A2 steel is an air hardening tool steel capable of being hardened throughout. This type of tool steel is used for applications which involve extreme accuracy. A2 steel displays a good balance between hardness, toughness and longer edge retention which is an important requirement to me on a job site.

When I received the Stanley No. 60- 1/2 plane [Model # 12-139] it came in a durable, quality looking box and wrapped in an air tight bag, for moisture protection.

After taking out and holding the plane, my first impression was that it “felt” like quality and had a really nice “fit and finish” to it, which usually indicates quality workmanship and construction went into the tool.


In my experience most hand planes are not ready to use out of the box.

I’ve often found it necessary to have to flatten the sole, file the blade bed and re-sharpen the blade before getting the whisper thin cuts I’m looking for. All of these steps are tedious and time consuming but needed to get the plane in top performance.

Checking the sole plate for flatness


I was surprisingly pleased to find that this Stanley No. 60-1/2 Block Plane came out of the box with precision ground sides and super flat, mirror like polish on the shoe bottom. Both met at 90 degrees and really did not need extra adjustments or flattening.

The 1/8″ thick blade is ground to 25 degrees and was surprisingly sharp and I was shocked when it passed my “shave the hairs on the back of my hand” test.
No additional sharpening was needed during the week I tested this plane but I have since sharpened it a bit more and added a 5 degree micro bevel to the blade as well as polish flat the back side of the blade.


Its base and frog are machined as one piece, real classy touch, which will reduce chatter and provide this plane with added stability.

This plane has a solid weight [2 lbs] and ergonomic grip that just “feels’ like quality. It’s heavier frame will no doubt help to reduce chatter and vibration during use.

User-friendly mechanical adjustment opens and closes the mouth quickly, precisely and was smooth to operate. I really like the quality brass levers and wheels.

To adjust the mouth, a turn of the knob below loosened the tension on the lever which controls the mouth opening.

Mouth opening shown below. This is where the blade extends from.


The depth adjustment was remarkably easy. Just slightly loosen the lever wheel cap, photo below.

Then adjust the blade with the depth adjustment screw. Lightly tightening the lever cap wheel when satisfied with the blade depth.

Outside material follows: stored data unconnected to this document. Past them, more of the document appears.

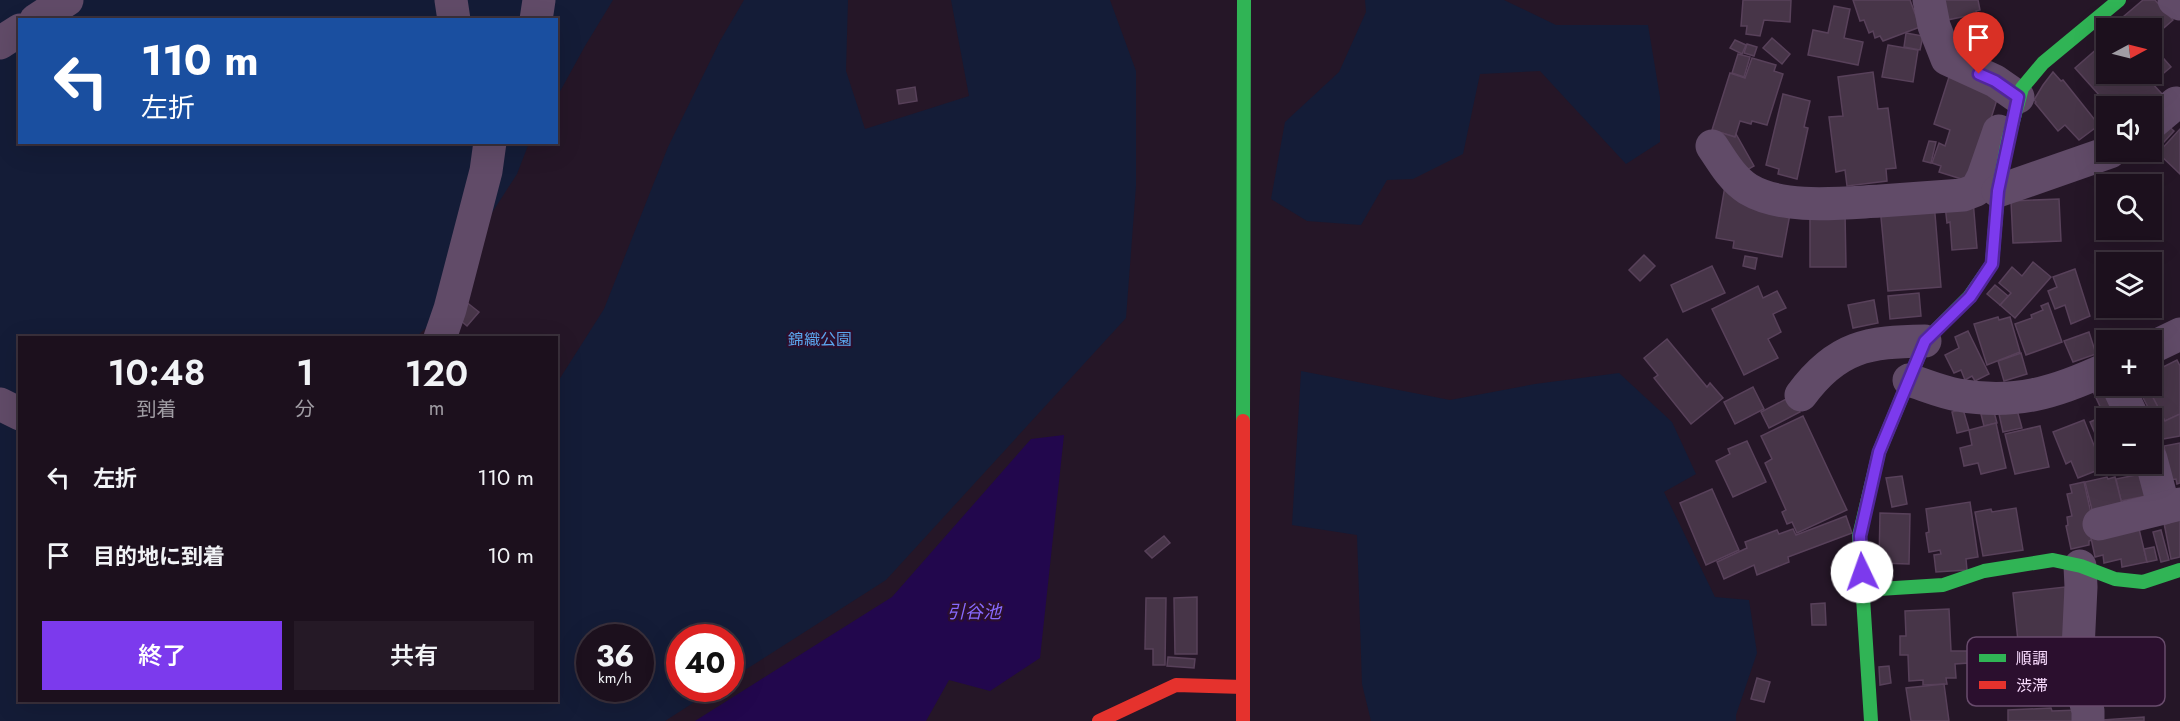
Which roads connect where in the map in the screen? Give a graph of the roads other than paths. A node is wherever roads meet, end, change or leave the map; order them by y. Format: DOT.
graph roads {
  1 [pos="67,0"];
  2 [pos="451,0"];
  3 [pos="539,0"];
  4 [pos="1244,0"];
  5 [pos="1929,0"];
  6 [pos="2119,0"];
  7 [pos="2174,0"];
  8 [pos="2180,4"];
  9 [pos="39,18"];
  10 [pos="454,18"];
  11 [pos="536,18"];
  12 [pos="18,31"];
  13 [pos="0,43"];
  14 [pos="2018,98"];
  15 [pos="2176,104"];
  16 [pos="2162,115"];
  17 [pos="490,144"];
  18 [pos="1712,146"];
  19 [pos="2096,157"];
  20 [pos="1998,191"];
  21 [pos="2180,334"];
  22 [pos="441,336"];
  23 [pos="1925,341"];
  24 [pos="2162,343"];
  25 [pos="2096,373"];
  26 [pos="1909,380"];
  27 [pos="1801,395"];
  28 [pos="0,404"];
  29 [pos="18,413"];
  30 [pos="2158,474"];
  31 [pos="2172,506"];
  32 [pos="2098,524"];
  33 [pos="2079,566"];
  34 [pos="2180,570"];
  35 [pos="1863,590"];
  36 [pos="2078,637"];
  37 [pos="1243,687"];
  38 [pos="2087,706"];
  39 [pos="1099,721"];
  40 [pos="1243,721"];
  41 [pos="1871,721"];
  42 [pos="2088,721"];
  1 -- 9 [label="street"];
  2 -- 10 [label="street"];
  3 -- 11 [label="street"];
  4 -- 37 [label="street"];
  5 -- 14 [label="street"];
  6 -- 14 [label="street"];
  7 -- 8 [label="street"];
  12 -- 13 [label="street"];
  14 -- 18 [label="street"];
  14 -- 20 [label="street"];
  15 -- 16 [label="street"];
  17 -- 22 [label="street"];
  19 -- 20 [label="street"];
  20 -- 23 [label="street"];
  21 -- 24 [label="street"];
  23 -- 26 [label="street"];
  23 -- 27 [label="street"];
  25 -- 26 [label="street"];
  26 -- 35 [label="street"];
  28 -- 29 [label="street"];
  30 -- 31 [label="street"];
  31 -- 32 [label="street"];
  33 -- 34 [label="street"];
  33 -- 35 [label="street"];
  33 -- 36 [label="street"];
  35 -- 41 [label="street"];
  37 -- 39 [label="street"];
  37 -- 40 [label="street"];
  38 -- 42 [label="street"];
}
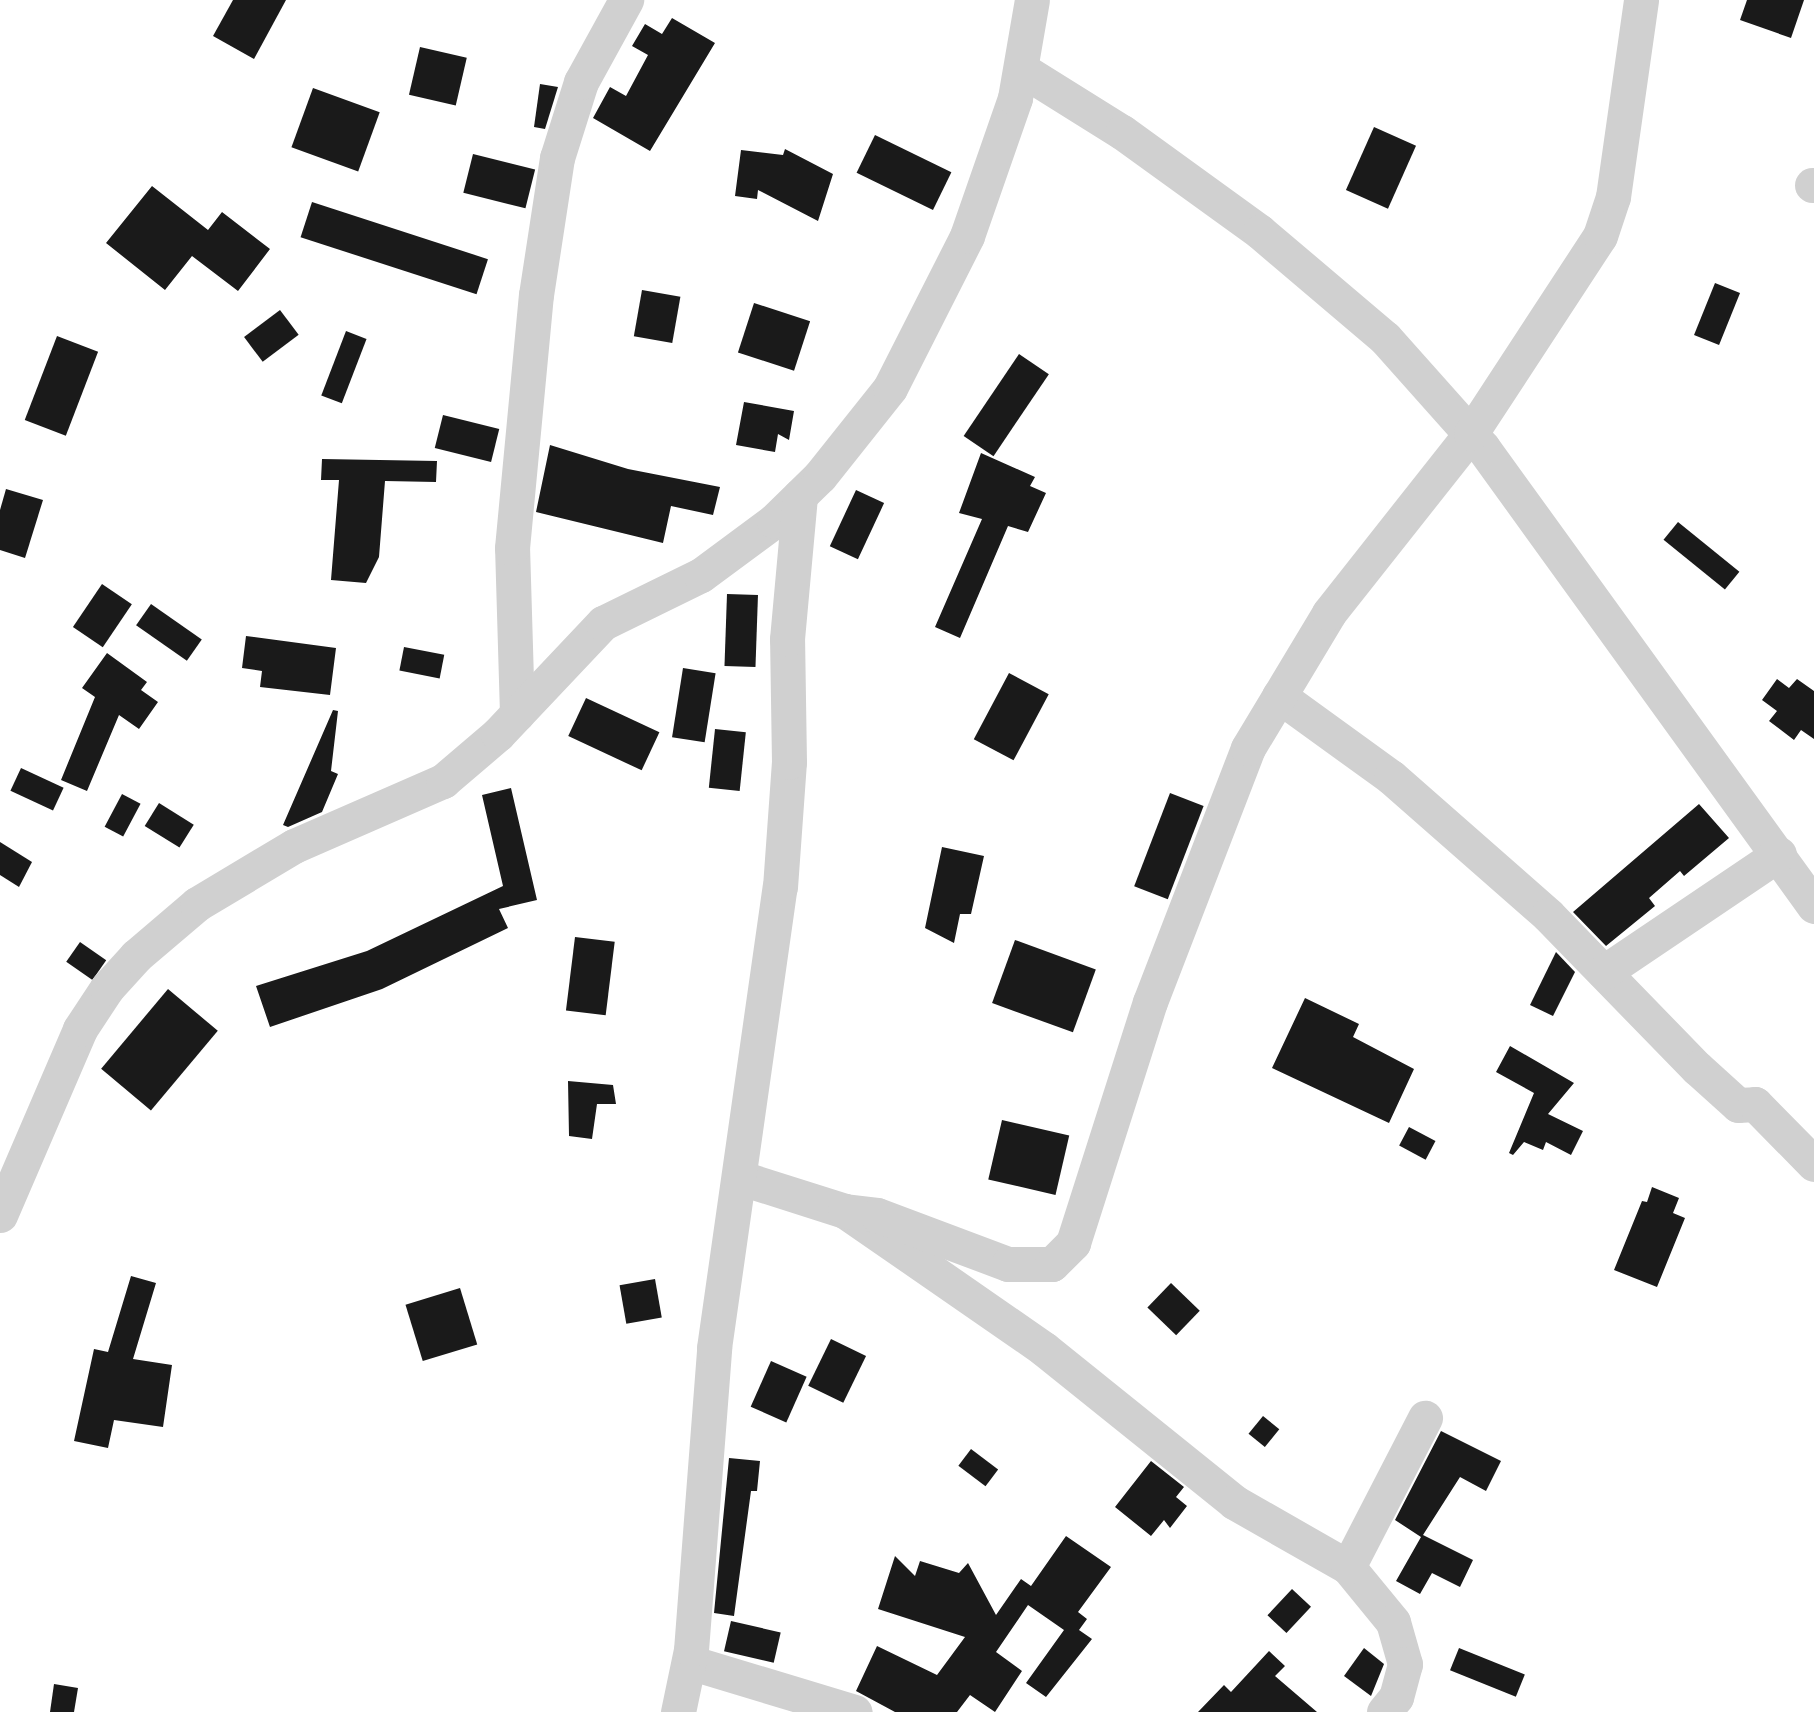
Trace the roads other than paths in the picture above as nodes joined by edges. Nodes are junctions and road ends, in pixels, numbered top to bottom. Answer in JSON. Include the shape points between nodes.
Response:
{"nodes":[{"id":1,"x":626,"y":0,"type":"edge"},
{"id":2,"x":1032,"y":0,"type":"edge"},
{"id":3,"x":1641,"y":0,"type":"edge"},
{"id":4,"x":1021,"y":69,"type":"junction"},
{"id":5,"x":1471,"y":433,"type":"junction"},
{"id":6,"x":800,"y":496,"type":"junction"},
{"id":7,"x":1279,"y":696,"type":"junction"},
{"id":8,"x":517,"y":713,"type":"junction"},
{"id":9,"x":1779,"y":854,"type":"junction"},
{"id":10,"x":1814,"y":906,"type":"edge"},
{"id":11,"x":1604,"y":972,"type":"junction"},
{"id":12,"x":1814,"y":1164,"type":"edge"},
{"id":13,"x":741,"y":1178,"type":"junction"},
{"id":14,"x":845,"y":1211,"type":"junction"},
{"id":15,"x":0,"y":1215,"type":"edge"},
{"id":16,"x":1424,"y":1418,"type":"dead end"},
{"id":17,"x":1348,"y":1567,"type":"junction"},
{"id":18,"x":689,"y":1662,"type":"junction"},
{"id":19,"x":678,"y":1712,"type":"edge"},
{"id":20,"x":855,"y":1712,"type":"edge"},
{"id":21,"x":1384,"y":1712,"type":"edge"}],
"edges":[{"from":1,"to":8,"type":"street","via":[[581,82],[557,158],[536,295],[512,548]]},
{"from":2,"to":4,"type":"street"},
{"from":3,"to":5,"type":"street","via":[[1613,197],[1600,236]]},
{"from":4,"to":5,"type":"street","via":[[1122,132],[1260,232],[1385,338]]},
{"from":4,"to":6,"type":"street","via":[[967,236],[927,321],[890,388]]},
{"from":5,"to":7,"type":"street","via":[[1329,613]]},
{"from":5,"to":9,"type":"street"},
{"from":6,"to":8,"type":"street","via":[[701,575],[603,622]]},
{"from":6,"to":13,"type":"street","via":[[788,639],[789,762],[780,887]]},
{"from":7,"to":11,"type":"street","via":[[1391,778],[1548,915]]},
{"from":7,"to":14,"type":"street","via":[[1248,748],[1150,1002],[1073,1243],[1052,1264],[1008,1265],[877,1215]]},
{"from":8,"to":15,"type":"street","via":[[443,781],[294,846],[197,904],[136,956],[107,988],[80,1029]]},
{"from":9,"to":10,"type":"street"},
{"from":9,"to":11,"type":"street"},
{"from":11,"to":12,"type":"street","via":[[1697,1068],[1738,1105],[1755,1104]]},
{"from":13,"to":14,"type":"street"},
{"from":13,"to":18,"type":"street","via":[[714,1348]]},
{"from":14,"to":17,"type":"street","via":[[1044,1349],[1234,1502]]},
{"from":16,"to":17,"type":"street"},
{"from":17,"to":21,"type":"street","via":[[1392,1622],[1405,1664],[1396,1697]]},
{"from":18,"to":19,"type":"street"},
{"from":18,"to":20,"type":"street"}]}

It is hard to say a bad word about the Stanley No. 60-1/2 low angle block plane. I thought it a bit heavy to carry in my tool belt but it’s perfect for the shop. The fit, finish, accuracy and the performance of this plane is way, way above average and is priced ready to sell.

Photo: Planing a Maple hardwood board.


Currently available at woodworking supply stores, and online, this plane sells for a retail price of $99.99. Well worth it!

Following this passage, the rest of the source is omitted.